One of the reasons I got excited about moving to the Coachella Valley was an awesome restaurant chain called Native Foods. When I first saw the menu, I wasn't too into it though. There was a pretty small sandwich/burger section and there was a huge thing about bowls? I didn't know what a bowl was then and was kinda reluctant to get stuff that said "brown rice," "steamed kale," and "steamed vegetables." But I took my chances on the Greek Gyro bowl and was so impressed, we went back again before I left back to San Antonio.
So, I love bowls now. My favorite from Native Foods is probably the soul bowl and not just because I always sing "just let your soul booooowl..." The only thing I don't like about the location nearest me is that there are no fries! No regular fries! No sweet potato fries! A crime against humanity! But Chef Tanya is always there and she's awesome, so all is well.

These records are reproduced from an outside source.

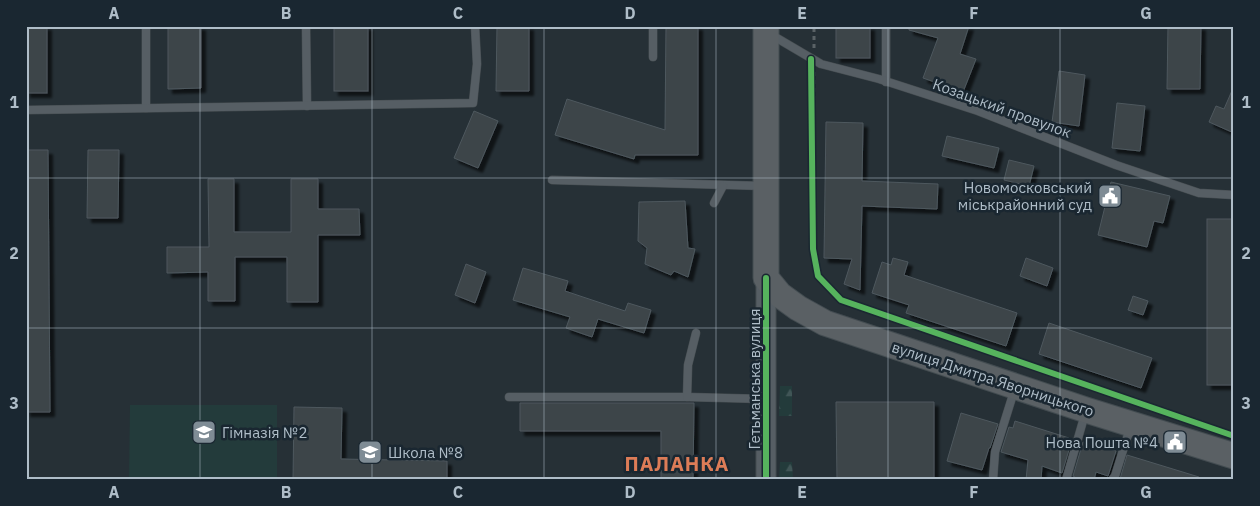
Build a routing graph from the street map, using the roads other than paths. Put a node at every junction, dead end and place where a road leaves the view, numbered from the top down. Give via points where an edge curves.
1 (146, 26) edge
2 (306, 26) edge
3 (475, 26) edge
4 (653, 26) edge
5 (886, 26) edge
6 (766, 29) edge
7 (653, 57) dead end
8 (886, 82) junction
9 (307, 106) junction
10 (146, 108) junction
11 (26, 110) edge
12 (552, 180) dead end
13 (723, 186) junction
14 (766, 186) junction
15 (1234, 195) edge
16 (714, 203) dead end
17 (766, 278) junction
18 (696, 333) dead end
19 (1015, 386) junction
20 (509, 397) dead end
21 (687, 397) junction
22 (766, 400) junction
23 (1086, 410) junction
24 (1131, 424) junction
25 (1234, 456) edge
26 (766, 480) edge
27 (993, 480) edge
28 (1066, 480) edge
29 (1112, 480) edge

1 - 10 lane
2 - 9 lane
3 - 9 lane via 474,103
4 - 7 lane
5 - 8 lane
6 - 8 lane, Козацький провулок via 821,64
6 - 14 highway, Гетьманська вулиця
8 - 15 lane, Козацький провулок via 1198,192
9 - 10 lane
10 - 11 lane
12 - 13 lane
13 - 14 lane
13 - 16 lane
14 - 17 highway, Гетьманська вулиця
17 - 19 highway, вулиця Дмитра Яворницького via 780,295 825,323
17 - 22 street, Гетьманська вулиця
18 - 21 lane via 688,365
19 - 23 highway, вулиця Дмитра Яворницького
19 - 27 lane via 995,452
20 - 21 lane
21 - 22 lane
22 - 26 street, Гетьманська вулиця
23 - 24 highway, вулиця Дмитра Яворницького
23 - 28 lane
24 - 25 highway, вулиця Дмитра Яворницького
24 - 29 lane

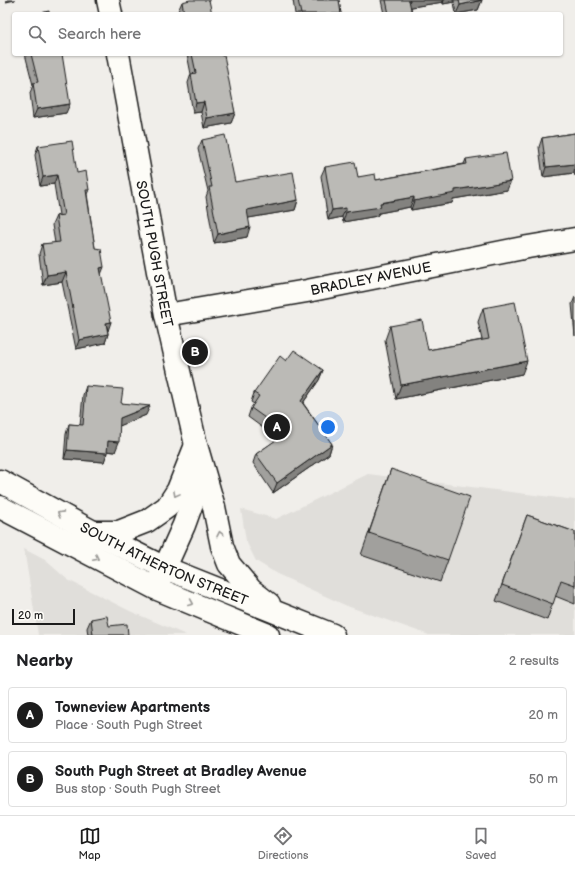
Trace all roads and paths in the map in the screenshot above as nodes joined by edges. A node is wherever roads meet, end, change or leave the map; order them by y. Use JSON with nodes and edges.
{"nodes":[{"id":1,"x":108,"y":0,"type":"edge"},
{"id":2,"x":111,"y":12,"type":"edge"},
{"id":3,"x":118,"y":56,"type":"edge"},
{"id":4,"x":575,"y":239,"type":"edge"},
{"id":5,"x":166,"y":315,"type":"junction"},
{"id":6,"x":196,"y":445,"type":"junction"},
{"id":7,"x":0,"y":481,"type":"edge"},
{"id":8,"x":0,"y":507,"type":"edge"},
{"id":9,"x":93,"y":532,"type":"junction"},
{"id":10,"x":165,"y":568,"type":"junction"},
{"id":11,"x":155,"y":588,"type":"junction"},
{"id":12,"x":286,"y":617,"type":"junction"},
{"id":13,"x":268,"y":635,"type":"edge"},
{"id":14,"x":333,"y":635,"type":"edge"}],
"edges":[{"from":1,"to":2,"type":"main road"},
{"from":3,"to":5,"type":"main road","name":"SOUTH PUGH STREET"},
{"from":4,"to":5,"type":"main road","name":"BRADLEY AVENUE"},
{"from":5,"to":6,"type":"main road","name":"SOUTH PUGH STREET"},
{"from":6,"to":9,"type":"main road","one_way":true},
{"from":6,"to":10,"type":"main road","name":"SOUTH PUGH STREET"},
{"from":12,"to":6,"type":"main road","one_way":true},
{"from":9,"to":7,"type":"main road","name":"SOUTH ATHERTON STREET","one_way":true},
{"from":8,"to":11,"type":"main road","name":"SOUTH ATHERTON STREET","one_way":true},
{"from":9,"to":10,"type":"main road","name":"SOUTH ATHERTON STREET"},
{"from":10,"to":11,"type":"main road","name":"SOUTH PUGH STREET"},
{"from":10,"to":12,"type":"main road","name":"SOUTH ATHERTON STREET"},
{"from":11,"to":13,"type":"main road","name":"SOUTH ATHERTON STREET","one_way":true},
{"from":12,"to":14,"type":"main road","name":"SOUTH ATHERTON STREET"}]}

Today, I made a very loose interpretation of the Greek Gyro bowl that got me excited about bowls in the first place.
|quinoa, steamed veg, tofu, hummus|
This is basically a Mediterranean bowl. It's quinoa with sundried tomatoes and kalamatas. Topped with steamed kale, carrots, broccoli, and cauliflower. Topped with lemon white bean hummus and marinated tofu.
For the hummus I used a big, beautiful lemon from my lemon tree. I made it creamy with tahini and water. The tofu was marinated in a small bit of oil, vegetable broth, plain unsweetened yogurt, Greek oregano, salt, pepper, and chopped garlic. Then I sprinkled the dry seasoning in this recipe over it.
Starches-jasmine rice, brown rice, quinoa, potato, sweet potato, polenta
Steamed Greens-kale, collards, spinach, chard
Steamed Vegetables-broccoli, carrots, cauliflower, corn, mixed vegetables
Proteins-black-eyed peas, black beans, chickpeas, pinto beans, seitan, tempeh, tofu
Sauces-bbq sauce, peanut sauce, hummus, vinaigrette, salsa, ranch dressing, curry
There are tons of possibilities, really. Some combos that I would do:
1. Jasmine rice, kale, carrots, broccoli, tempeh, and peanut sauce.
2. Sweet potato, collards, broccoli, cauliflower, black-eyed peas, bbq seitan, and ranch.
3. Polenta, chard, mixed vegetables, black beans, and salsa.
4. Brown rice, spinach, broccoli, cauliflower, carrots, chickpeas, and curry
5. Potato, kale, mixed vegetables, tofu, and bbq sauce.
That's all for now. I am about to begin a super crazy baking marathon. Woo, Friday nights!